Though they sleep
“The brave die never, though they sleep in dust:
Their courage nerves a thousand living men.” — Minot J. Savage
Dear readers, though I don’t typically re-blog earlier posts, today I wanted to share this one again. Arlington National Cemetery is very much on my mind for so many reasons. May this Memorial Day bring you somber reflection and grateful hope. This post was originally published five years ago, on May 27, 2013.
In April 2012, I planned to take some visiting relatives to Washington DC, where they would spend the day sightseeing. I decided that, after dropping them off in town, I would stop by Arlington National Cemetery, where a good friend of ours was interred in 2011. I also wanted to visit the grave of Earl Glenn Cobeil, whose POW bracelet I had worn while I was in high school.
In the decades since I first wept over the news that Colonel Cobeil had died in captivity, I had often sought information about him but still knew very little. On one of my visits to the Vietnam Veterans Memorial (known as “The Wall”) I had learned a few facts, including the notation that he was buried at Arlington, so I wanted to find out where his grave would be. Before leaving home that day, I made what I thought would be a brief search online to find his grave’s location.
In searching for this information, I came across the devastating truth about the savage and unrelenting torture that had led to his death. A long-buried grief stabbed at my heart again as I realized that my worst fears for this man had been less horrible than what actually happened to him. The one bright spot amid this sorrow was the discovery of contact information for his family. I resolved to write to them, and after visiting Arlington that day, walked across the bridge and into DC to The Wall.
Before taking a photo of his name there, I pulled out a tissue and polished the surface surrounding the engraved letters. A photographer with an SLR and a tripod approached me, telling me he had made “some really good photos” of me, apparently for a newspaper. I asked him if he would take a photo with my camera, and he agreed. “Touch the wall again,” he said, and I reached up and put my fingers under the name.
After taking the photo, he asked me why I was there; whether this was a family member or friend who was lost in the war. I explained to him about the POW bracelet I had worn, as had so many others in the late 60’s and early 70’s, and briefly described what I had just learned that day about how Colonel Cobeil died. I thanked him for his interest and for the photo. Later, I left this tribute at the Virtual Wall, one among many others for a man I never knew, but will never forget.

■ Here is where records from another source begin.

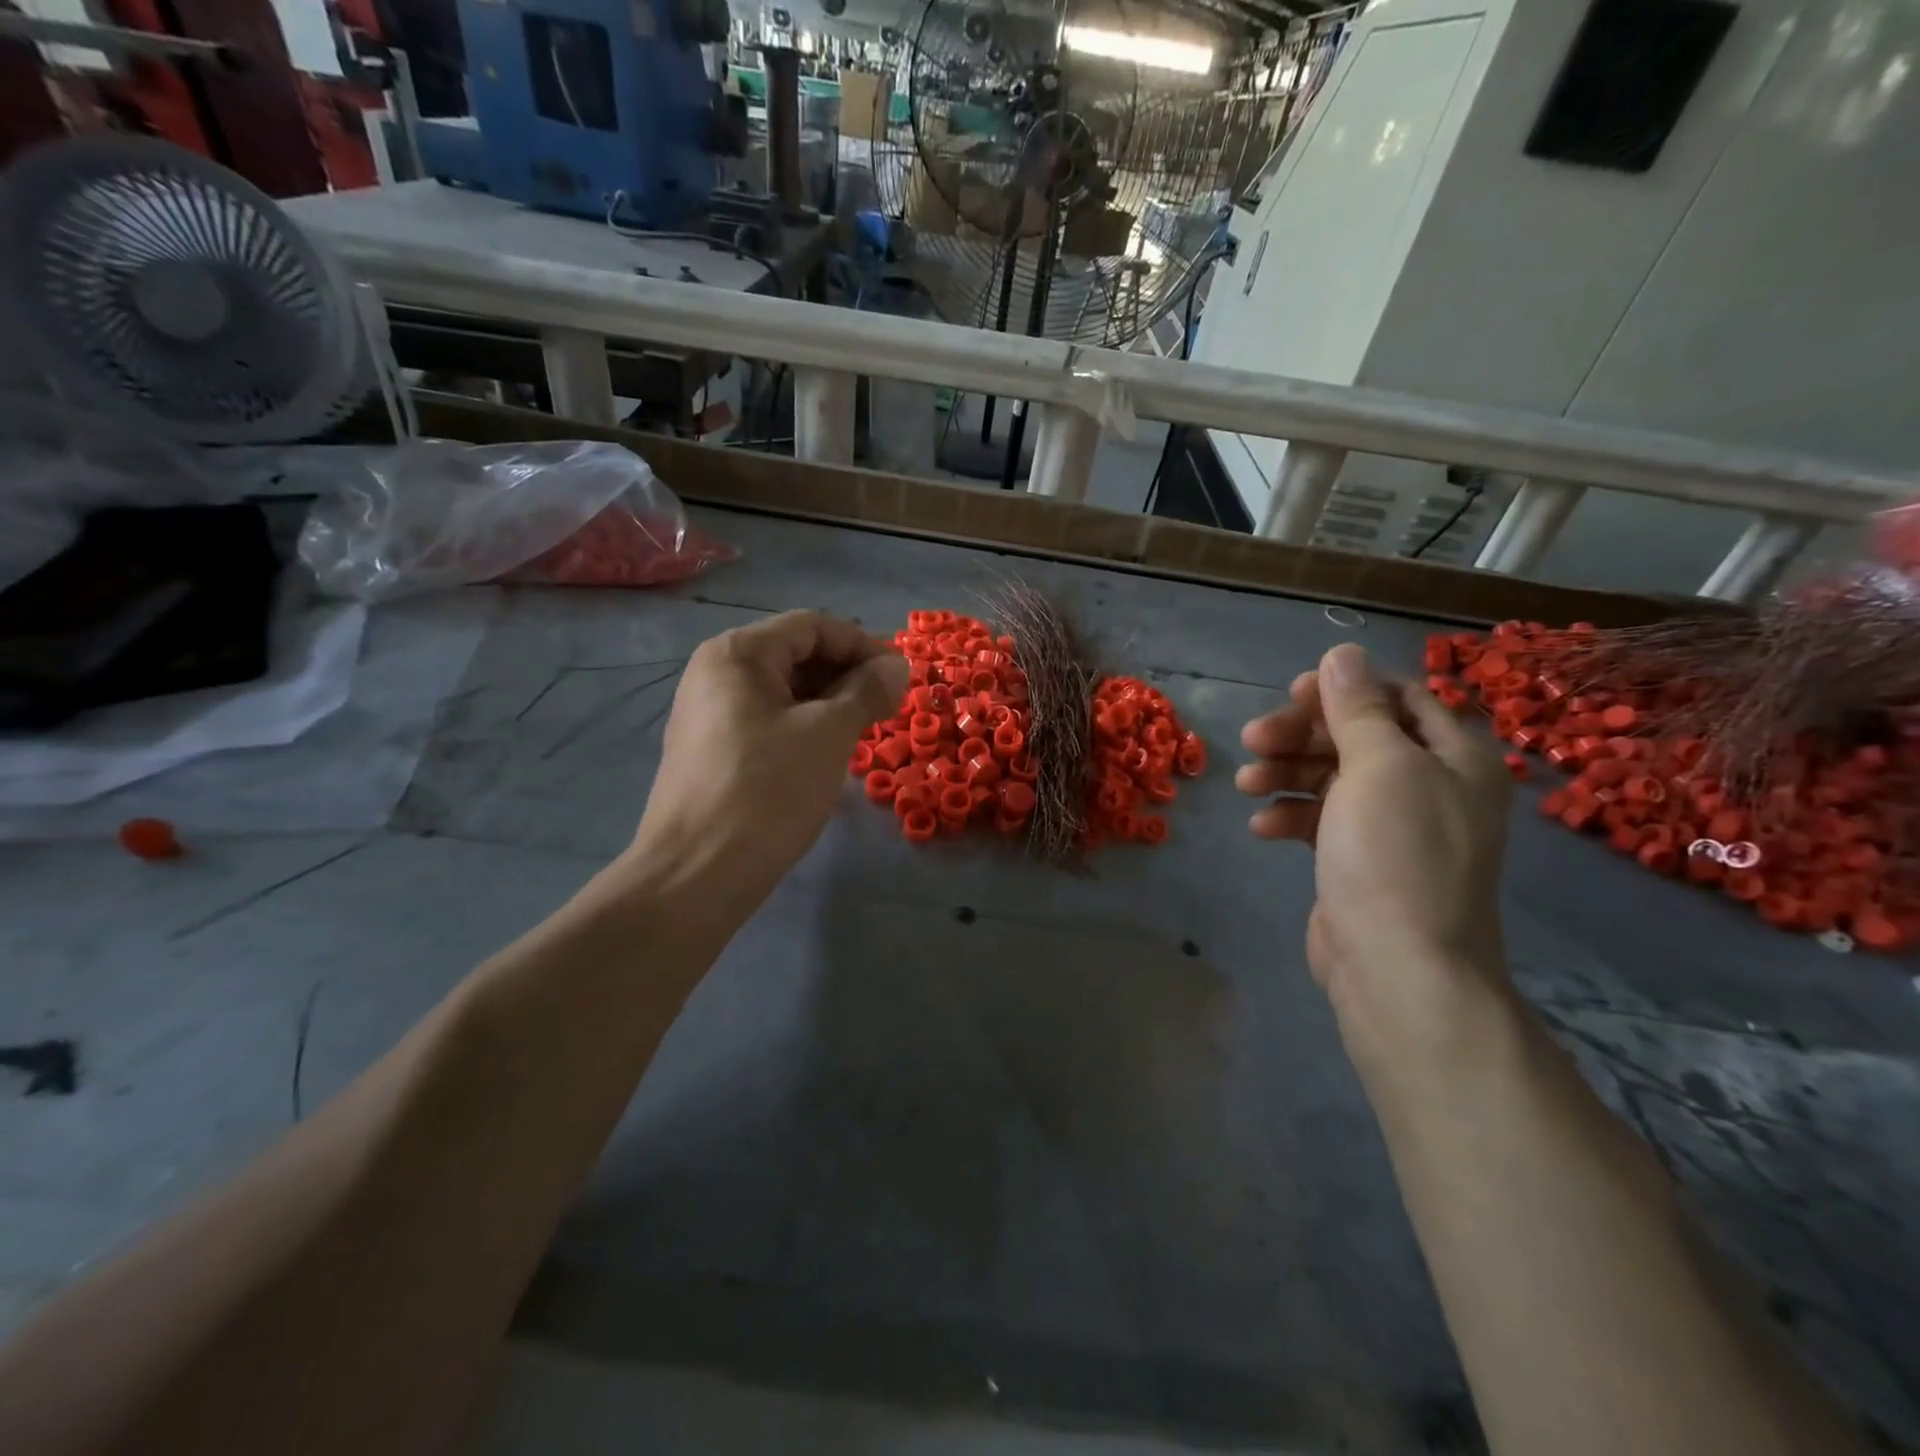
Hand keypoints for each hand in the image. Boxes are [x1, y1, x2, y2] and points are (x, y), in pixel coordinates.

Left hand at [622, 610, 906, 921]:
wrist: (696, 876)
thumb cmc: (767, 791)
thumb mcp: (828, 734)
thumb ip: (866, 691)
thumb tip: (897, 664)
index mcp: (737, 654)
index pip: (812, 626)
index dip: (863, 645)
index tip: (901, 676)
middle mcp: (715, 673)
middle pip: (795, 655)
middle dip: (847, 675)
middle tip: (887, 707)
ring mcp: (708, 715)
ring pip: (783, 692)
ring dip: (829, 704)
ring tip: (863, 732)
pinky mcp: (711, 752)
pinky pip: (767, 722)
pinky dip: (804, 728)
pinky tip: (827, 756)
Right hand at [1236, 644, 1510, 1022]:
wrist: (1398, 968)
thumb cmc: (1394, 856)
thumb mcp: (1377, 768)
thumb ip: (1357, 708)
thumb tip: (1344, 652)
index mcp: (1453, 756)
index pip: (1399, 697)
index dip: (1344, 689)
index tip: (1293, 694)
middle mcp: (1429, 784)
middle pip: (1357, 736)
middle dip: (1301, 735)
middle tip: (1252, 739)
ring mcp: (1394, 825)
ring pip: (1332, 777)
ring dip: (1286, 774)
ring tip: (1246, 785)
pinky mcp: (1361, 859)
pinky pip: (1322, 819)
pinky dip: (1291, 817)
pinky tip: (1262, 829)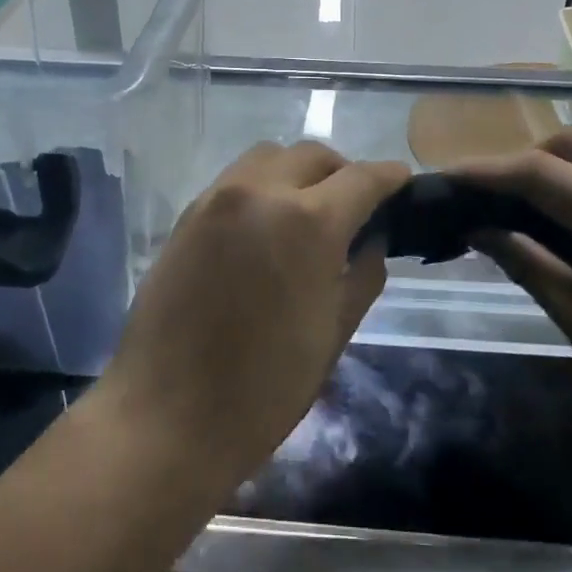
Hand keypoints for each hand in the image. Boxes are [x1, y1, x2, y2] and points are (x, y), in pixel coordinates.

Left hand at [107, 142, 409, 476]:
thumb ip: (362, 275)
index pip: (362, 178)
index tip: (403, 184)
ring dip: (297, 173)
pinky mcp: (185, 217)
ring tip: (306, 213)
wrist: (168, 416)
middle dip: (342, 173)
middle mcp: (260, 193)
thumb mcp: (333, 333)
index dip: (390, 178)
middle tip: (354, 207)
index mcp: (308, 222)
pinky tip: (264, 229)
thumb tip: (370, 242)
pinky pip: (233, 182)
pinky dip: (260, 189)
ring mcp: (215, 200)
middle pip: (312, 155)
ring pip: (268, 158)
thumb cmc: (265, 388)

I did contact his wife Patricia, now remarried, and she called me. We had a wonderful conversation, as well as further written correspondence. In talking with her I mused that, during the years I wore the bracelet, I could never have imagined that I myself would someday be married to an Air Force Colonel. What I also never imagined was the heartbreaking news Jeff and I would soon receive about his stage IV cancer. During the very difficult early days of coming to terms with his grim prognosis and the hard battle that lay ahead for him, the courage of Colonel and Mrs. Cobeil was an inspiration and source of strength to me.
Today, I hope we all will take time to remember the brave sacrifices of countless people whose names and faces we will never know, as well as those we have loved who are no longer here with us on earth. May their legacy live on in those of us who have been blessed by their example.
May 28, 2018, a short postscript: I now have a lovely silver bracelet with a message of hope, sent to me by Colonel Cobeil’s family after I wrote them of Jeff’s diagnosis. The grave that Matt and I will one day share with Jeff is not far from that of Colonel Cobeil, an easy and lovely walk when the weather is favorable.